A mí, con todo respeto, como dice el señor de Palacio, no me vengan a decir que este gobierno es de izquierda. Pues será de una izquierda muy peculiar porque la verdadera izquierda en el mundo siempre luchó a favor de la educación pública como uno de los vehículos más eficaces de movilidad social. Los países que han logrado una mayor igualdad social son aquellos con buenas escuelas públicas.

Aquí, sin embargo, a este gobierno le vale un pepino la educación pública. No sólo le ha recortado el presupuesto, sino que su gestión en la pandemia de covid-19 ha sido un desastre que condenará a toda una generación a un enorme rezago educativo. La más reciente decisión gubernamental es una vergüenza nacional. Me refiero a la cancelación del programa de Escuelas de Tiempo Completo.

Dicho programa comenzó en 2006, durante el último año del presidente Fox. Inició con 500 escuelas. El objetivo era mejorar la formación académica de los estudiantes de primarias y secundarias públicas extendiendo el horario en más de tres horas, para un total de seis y hasta ocho horas por jornada. Para el 2020 ya eran 27 mil escuelas en este programa que atendía a 3.6 millones de alumnos.

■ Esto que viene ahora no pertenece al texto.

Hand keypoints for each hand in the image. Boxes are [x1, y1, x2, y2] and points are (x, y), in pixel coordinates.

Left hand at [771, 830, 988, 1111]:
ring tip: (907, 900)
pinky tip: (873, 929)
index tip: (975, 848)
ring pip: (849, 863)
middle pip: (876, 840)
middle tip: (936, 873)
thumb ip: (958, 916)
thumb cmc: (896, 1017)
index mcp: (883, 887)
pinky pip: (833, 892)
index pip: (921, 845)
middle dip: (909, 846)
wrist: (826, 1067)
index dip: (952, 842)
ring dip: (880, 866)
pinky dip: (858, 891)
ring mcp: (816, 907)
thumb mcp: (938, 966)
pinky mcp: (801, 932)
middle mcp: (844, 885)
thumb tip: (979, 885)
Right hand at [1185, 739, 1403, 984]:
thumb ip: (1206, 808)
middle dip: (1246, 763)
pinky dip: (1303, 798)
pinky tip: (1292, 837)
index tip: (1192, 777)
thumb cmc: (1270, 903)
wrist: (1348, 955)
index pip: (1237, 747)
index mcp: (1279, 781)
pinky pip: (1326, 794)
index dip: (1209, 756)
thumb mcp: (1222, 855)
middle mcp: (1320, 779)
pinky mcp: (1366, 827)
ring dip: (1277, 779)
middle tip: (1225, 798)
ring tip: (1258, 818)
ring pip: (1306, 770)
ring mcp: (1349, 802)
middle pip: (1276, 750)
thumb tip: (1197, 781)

Escuelas de Tiempo Completo era una historia de éxito. Las pruebas ENLACE demostraban que los estudiantes de estos planteles tenían un mejor aprovechamiento académico que los de escuelas con horarios regulares. Las encuestas de satisfacción indicaban que alumnos, maestros, directivos y familiares evaluaban de manera positiva el programa. Los reportes del Consejo Nacional de Evaluación de la Política de Desarrollo Social eran favorables.

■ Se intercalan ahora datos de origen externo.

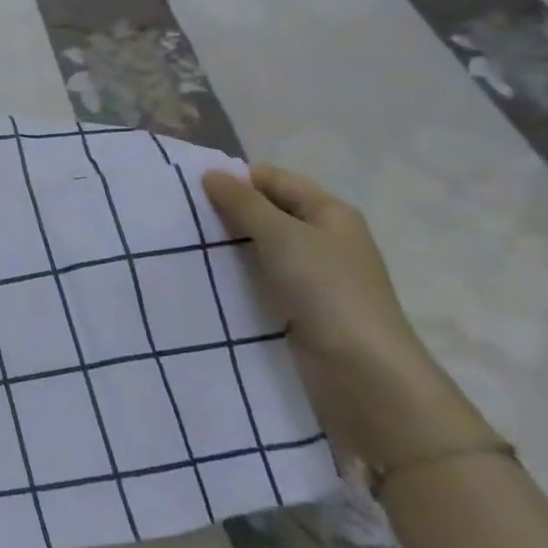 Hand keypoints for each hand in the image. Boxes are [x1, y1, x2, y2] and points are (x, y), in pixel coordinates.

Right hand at [203, 164, 492, 467]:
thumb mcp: (281, 236)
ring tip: (186, 245)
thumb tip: (210, 173)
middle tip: (183, 217)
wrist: (364, 374)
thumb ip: (243, 203)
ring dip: (229, 245)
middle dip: (227, 212)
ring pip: (261, 246)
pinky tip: (207, 276)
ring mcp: (314, 275)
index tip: (192, 190)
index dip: (237, 180)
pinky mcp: (300, 307)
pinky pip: (262, 277)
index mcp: (330, 212)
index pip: (274, 179)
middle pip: (267, 211)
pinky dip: (237, 273)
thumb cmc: (327, 290)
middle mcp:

El programa, además, proveía alimentos en dos terceras partes de las escuelas.

De los 27 mil planteles, 19 mil se encontraban en zonas rurales e indígenas, es decir, atendían los municipios con mayores rezagos económicos.

Ni se diga de las externalidades positivas que generaba Escuelas de Tiempo Completo. Uno de los grupos más beneficiados eran las madres de los niños que ya no se tenían que preocupar por ir a recoger a sus hijos abandonando, para tal efecto, sus labores cotidianas. Al mismo tiempo, en un país tan violento como México, los niños se encontraban más seguros en las escuelas que en sus casas o en las calles de sus vecindarios.

Pero llegó la guadaña de la Cuarta Transformación.

El programa no le gustaba al Presidente. Con el mismo modus operandi, acusó que había “irregularidades” y, por tanto, se cancelaba Escuelas de Tiempo Completo para pasar al de La Escuela Nuestra, donde, según López Obrador, el control lo tendrán los padres y madres de familia. A ellos se les entregará el presupuesto y tendrán que constatar si hay horario ampliado y alimentación en las escuelas.

Eso dijo el Presidente. Está por verse porque resulta que la secretaria de Educación Pública, Delfina Gómez, afirmó que se le dará prioridad a la infraestructura de las escuelas porque hay planteles que carecen de agua, sanitarios y otras necesidades básicas. Es cierto. ¿Y no se podrían hacer las dos cosas al mismo tiempo?

El tema, no nos hagamos bolas, es de dinero. El gobierno se está quedando sin recursos. En la medida en que se estancó la economía, no están recaudando los impuestos que proyectaron para este año. Con el incremento al precio del petróleo, ya dejaron de recibir tributos por la venta de las gasolinas. Cada vez es más claro que no les alcanzará para lo que presupuestaron en 2022. El gobierno, además, ya se gastó todos los ahorros que tenía en distintos fideicomisos. Así que ya sacó la guadaña en programas que, aunque exitosos, no le agradaban al Presidente, como Escuelas de Tiempo Completo.

Van a subsidiar la gasolina, lo cual favorece más a las clases medias y altas, pero cancelar Escuelas de Tiempo Completo, que benefician a los más pobres. Así las prioridades de este gobierno.

Va otro dato. El último presupuesto de este programa, antes de que comenzara la pandemia y se cerraran las escuelas, fue de nueve mil 564 millones de pesos en 2019. Ese mismo año, una de las instituciones consentidas del Presidente, Pemex, tuvo pérdidas por 346 mil 135 millones de pesos, ¡3,700% más que todo lo que costó Escuelas de Tiempo Completo! Quieren, supuestamente, “rescatar” a la petrolera mexicana a costa de la educación de los niños.

¿Es eso de izquierda? No, es de locos.

Por cierto, en una medida muy responsable, los gobiernos de Puebla, Michoacán, Querétaro y la Ciudad de México han anunciado que en esas entidades no se cancelarán las Escuelas de Tiempo Completo. Ahí parece que hay gente razonable gobernando, no demagogos que falsamente se presumen de izquierda.